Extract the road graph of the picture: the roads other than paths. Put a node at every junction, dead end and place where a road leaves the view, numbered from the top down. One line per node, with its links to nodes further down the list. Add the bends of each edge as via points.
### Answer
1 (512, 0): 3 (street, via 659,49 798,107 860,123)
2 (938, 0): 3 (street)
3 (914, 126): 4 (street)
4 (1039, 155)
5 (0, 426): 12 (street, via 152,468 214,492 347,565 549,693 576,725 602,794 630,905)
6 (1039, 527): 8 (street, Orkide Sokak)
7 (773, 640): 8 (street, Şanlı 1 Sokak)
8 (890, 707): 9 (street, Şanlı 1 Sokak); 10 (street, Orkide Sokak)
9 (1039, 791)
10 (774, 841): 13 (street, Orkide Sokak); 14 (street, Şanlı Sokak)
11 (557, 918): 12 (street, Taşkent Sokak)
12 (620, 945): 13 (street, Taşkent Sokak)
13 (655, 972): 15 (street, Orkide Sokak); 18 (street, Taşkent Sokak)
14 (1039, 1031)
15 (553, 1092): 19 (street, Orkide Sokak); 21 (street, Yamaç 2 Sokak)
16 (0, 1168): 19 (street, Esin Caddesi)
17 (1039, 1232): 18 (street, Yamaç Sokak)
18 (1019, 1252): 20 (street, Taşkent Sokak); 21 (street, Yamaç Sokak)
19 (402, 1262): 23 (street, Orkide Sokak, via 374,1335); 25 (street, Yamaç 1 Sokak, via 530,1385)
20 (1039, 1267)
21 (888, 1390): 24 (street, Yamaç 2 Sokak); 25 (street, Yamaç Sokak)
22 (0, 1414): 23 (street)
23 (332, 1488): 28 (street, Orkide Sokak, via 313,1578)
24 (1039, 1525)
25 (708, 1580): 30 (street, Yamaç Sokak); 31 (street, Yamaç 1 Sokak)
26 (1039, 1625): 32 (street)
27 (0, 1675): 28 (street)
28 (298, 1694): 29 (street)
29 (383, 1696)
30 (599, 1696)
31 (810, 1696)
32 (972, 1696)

--

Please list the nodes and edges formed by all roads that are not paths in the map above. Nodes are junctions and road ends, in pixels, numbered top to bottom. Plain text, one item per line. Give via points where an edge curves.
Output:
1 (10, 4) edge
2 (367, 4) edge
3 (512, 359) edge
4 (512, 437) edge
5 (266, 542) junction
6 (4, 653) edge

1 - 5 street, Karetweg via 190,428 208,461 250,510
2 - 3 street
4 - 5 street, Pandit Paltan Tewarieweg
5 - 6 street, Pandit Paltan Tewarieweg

* * *

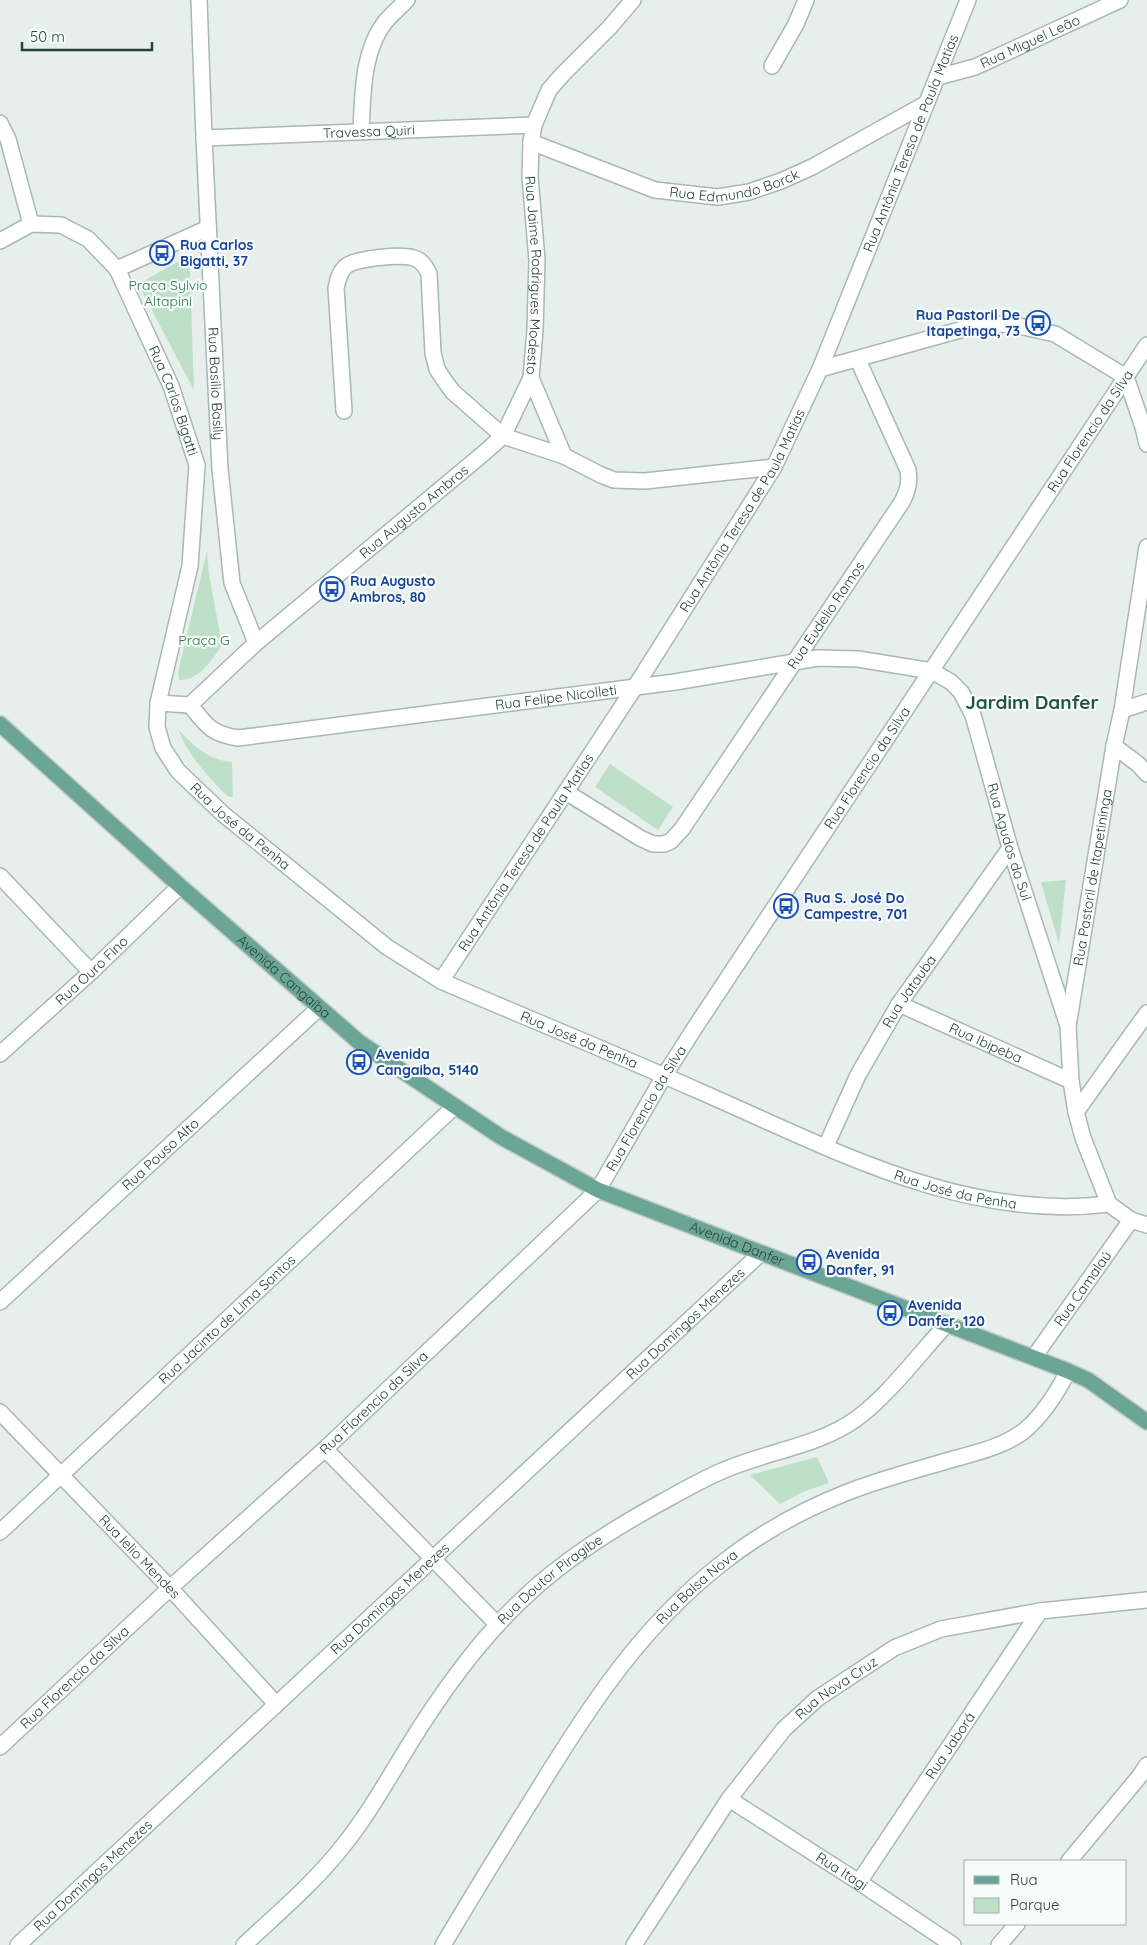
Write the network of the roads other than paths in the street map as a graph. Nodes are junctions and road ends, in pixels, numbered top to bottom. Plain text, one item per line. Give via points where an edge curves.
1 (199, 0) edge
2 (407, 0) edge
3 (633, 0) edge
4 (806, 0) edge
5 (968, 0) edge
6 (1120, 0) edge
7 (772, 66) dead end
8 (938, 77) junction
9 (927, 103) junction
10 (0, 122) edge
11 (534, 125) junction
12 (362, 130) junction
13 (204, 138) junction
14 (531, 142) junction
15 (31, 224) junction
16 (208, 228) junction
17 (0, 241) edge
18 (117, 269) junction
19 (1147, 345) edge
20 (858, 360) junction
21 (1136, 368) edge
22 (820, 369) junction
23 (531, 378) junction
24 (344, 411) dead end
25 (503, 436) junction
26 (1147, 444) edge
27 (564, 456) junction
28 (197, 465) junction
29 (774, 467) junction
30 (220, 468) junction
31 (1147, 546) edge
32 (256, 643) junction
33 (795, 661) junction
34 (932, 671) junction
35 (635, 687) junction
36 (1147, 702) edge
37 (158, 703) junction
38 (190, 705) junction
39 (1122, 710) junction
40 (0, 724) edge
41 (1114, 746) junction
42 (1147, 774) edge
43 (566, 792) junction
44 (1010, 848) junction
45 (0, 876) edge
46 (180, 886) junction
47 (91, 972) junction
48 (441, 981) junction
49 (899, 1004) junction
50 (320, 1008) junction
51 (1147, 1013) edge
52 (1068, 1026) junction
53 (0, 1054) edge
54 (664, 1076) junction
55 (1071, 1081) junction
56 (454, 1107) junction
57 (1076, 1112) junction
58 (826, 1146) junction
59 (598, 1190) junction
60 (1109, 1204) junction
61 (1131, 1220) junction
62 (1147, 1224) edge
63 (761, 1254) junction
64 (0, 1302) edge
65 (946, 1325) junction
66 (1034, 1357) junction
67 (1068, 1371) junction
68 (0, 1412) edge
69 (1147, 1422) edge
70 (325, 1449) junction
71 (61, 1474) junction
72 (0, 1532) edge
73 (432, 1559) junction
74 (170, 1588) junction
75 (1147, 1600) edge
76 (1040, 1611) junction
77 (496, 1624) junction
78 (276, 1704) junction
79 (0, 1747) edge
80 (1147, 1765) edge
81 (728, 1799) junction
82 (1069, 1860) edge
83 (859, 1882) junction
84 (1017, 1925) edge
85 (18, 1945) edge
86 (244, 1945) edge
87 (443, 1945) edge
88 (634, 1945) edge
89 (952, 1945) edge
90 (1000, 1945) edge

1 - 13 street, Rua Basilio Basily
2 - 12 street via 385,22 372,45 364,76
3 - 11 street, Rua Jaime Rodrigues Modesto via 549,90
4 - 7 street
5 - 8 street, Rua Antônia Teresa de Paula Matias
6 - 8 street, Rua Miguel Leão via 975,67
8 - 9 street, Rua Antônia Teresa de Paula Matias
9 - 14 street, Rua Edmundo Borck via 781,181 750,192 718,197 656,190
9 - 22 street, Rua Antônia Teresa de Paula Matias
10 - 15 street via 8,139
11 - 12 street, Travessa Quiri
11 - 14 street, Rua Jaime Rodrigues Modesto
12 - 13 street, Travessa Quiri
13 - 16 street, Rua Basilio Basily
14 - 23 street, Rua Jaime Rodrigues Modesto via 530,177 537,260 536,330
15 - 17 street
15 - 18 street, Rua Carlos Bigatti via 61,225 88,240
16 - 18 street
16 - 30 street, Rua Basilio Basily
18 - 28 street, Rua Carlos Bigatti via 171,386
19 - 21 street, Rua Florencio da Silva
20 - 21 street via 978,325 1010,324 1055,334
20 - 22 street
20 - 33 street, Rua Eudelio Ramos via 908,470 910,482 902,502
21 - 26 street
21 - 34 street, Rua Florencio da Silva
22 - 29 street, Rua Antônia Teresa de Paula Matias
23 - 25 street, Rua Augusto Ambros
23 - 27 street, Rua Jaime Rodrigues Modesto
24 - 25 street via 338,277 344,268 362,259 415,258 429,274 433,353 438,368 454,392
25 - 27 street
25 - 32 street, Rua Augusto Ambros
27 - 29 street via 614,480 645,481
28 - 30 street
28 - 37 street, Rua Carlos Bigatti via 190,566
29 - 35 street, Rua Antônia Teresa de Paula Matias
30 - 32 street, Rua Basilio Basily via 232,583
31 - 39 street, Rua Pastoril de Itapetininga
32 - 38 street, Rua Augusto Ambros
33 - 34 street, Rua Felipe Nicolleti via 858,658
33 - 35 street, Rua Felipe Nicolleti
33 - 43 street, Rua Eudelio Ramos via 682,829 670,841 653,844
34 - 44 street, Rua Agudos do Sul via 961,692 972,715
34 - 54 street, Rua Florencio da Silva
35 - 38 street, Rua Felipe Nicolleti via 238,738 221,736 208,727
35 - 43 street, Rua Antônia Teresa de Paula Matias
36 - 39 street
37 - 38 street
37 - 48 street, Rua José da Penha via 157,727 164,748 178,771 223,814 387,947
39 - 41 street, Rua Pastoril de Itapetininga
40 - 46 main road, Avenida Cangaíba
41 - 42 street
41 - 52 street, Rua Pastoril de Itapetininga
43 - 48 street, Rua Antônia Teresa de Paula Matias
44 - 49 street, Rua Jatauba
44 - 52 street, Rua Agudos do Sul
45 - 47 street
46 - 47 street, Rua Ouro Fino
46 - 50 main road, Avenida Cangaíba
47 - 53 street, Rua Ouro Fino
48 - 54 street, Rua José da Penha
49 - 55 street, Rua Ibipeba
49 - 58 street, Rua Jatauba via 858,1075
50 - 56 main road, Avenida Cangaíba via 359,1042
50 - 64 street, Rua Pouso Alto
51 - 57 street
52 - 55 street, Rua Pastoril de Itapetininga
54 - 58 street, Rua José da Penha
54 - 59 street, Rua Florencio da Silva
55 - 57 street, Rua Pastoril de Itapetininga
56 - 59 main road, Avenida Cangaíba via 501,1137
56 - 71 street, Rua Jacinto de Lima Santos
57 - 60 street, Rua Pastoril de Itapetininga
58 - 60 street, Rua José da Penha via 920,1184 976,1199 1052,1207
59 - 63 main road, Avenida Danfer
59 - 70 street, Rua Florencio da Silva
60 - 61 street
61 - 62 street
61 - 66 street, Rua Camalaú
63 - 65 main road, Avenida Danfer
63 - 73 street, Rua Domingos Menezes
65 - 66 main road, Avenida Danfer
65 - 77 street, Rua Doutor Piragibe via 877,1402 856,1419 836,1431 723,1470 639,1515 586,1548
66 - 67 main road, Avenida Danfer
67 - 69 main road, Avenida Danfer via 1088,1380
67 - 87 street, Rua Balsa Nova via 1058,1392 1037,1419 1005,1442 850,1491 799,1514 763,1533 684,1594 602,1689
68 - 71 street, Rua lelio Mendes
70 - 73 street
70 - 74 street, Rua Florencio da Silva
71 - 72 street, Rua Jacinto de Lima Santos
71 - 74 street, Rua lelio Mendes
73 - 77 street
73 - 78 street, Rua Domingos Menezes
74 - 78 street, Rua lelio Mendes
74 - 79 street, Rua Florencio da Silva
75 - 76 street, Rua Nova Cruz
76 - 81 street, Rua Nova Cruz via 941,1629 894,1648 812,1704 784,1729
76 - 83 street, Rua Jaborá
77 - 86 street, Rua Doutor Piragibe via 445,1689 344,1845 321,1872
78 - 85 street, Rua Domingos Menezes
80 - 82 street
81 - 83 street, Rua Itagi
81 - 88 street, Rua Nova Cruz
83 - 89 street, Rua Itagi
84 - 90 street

§ **Exercise directions**:
Go through the records above and copy every line with the word "list".

§ **Written answer**:
Extract the road graph of the picture: the roads other than paths. Put a node at every junction, dead end and place where a road leaves the view, numbered from the top down. One line per node, with its links to nodes further down the list. Add the bends of each edge as via points.
Please list the nodes and edges formed by all roads that are not paths in the map above. Nodes are junctions and road ends, in pixels, numbered top to bottom. Plain text, one item per line. Give via points where an edge curves.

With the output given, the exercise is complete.